Data provided:
---

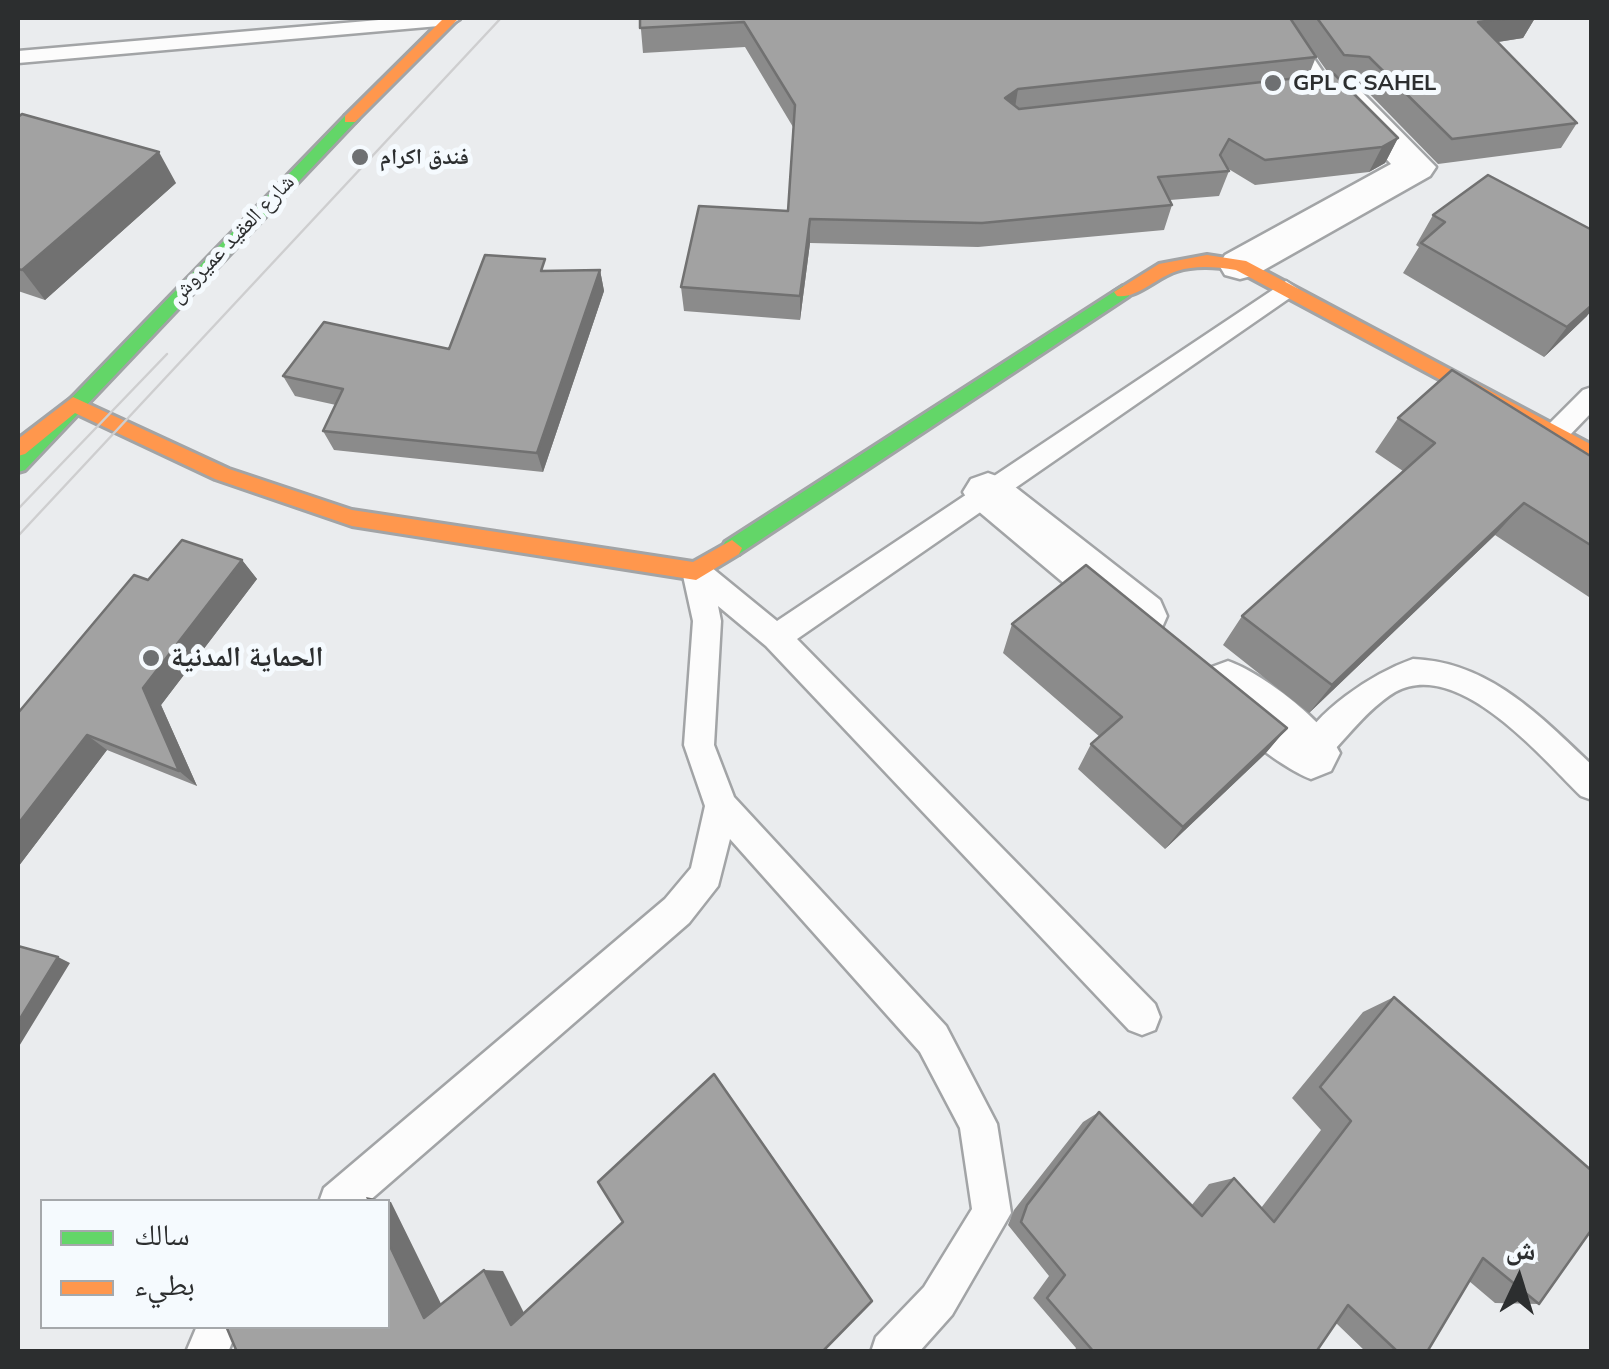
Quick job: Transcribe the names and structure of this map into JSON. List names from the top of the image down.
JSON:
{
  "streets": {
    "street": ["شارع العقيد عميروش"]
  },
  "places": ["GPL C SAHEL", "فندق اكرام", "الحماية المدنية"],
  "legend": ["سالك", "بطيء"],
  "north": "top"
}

---

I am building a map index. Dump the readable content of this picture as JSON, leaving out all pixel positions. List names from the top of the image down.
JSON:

---

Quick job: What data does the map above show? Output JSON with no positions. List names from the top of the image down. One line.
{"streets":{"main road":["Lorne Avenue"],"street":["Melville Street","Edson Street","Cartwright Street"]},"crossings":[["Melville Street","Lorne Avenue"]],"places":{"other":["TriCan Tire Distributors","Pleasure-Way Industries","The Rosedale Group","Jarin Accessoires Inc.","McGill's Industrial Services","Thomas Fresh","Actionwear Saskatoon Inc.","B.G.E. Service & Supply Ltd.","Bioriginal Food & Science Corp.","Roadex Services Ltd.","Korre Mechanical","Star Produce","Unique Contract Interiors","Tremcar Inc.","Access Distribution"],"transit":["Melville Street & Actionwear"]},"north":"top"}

---

Requirement: Within the listing, how many lines include the string "this"? Supply the number and no further words.

The answer: 2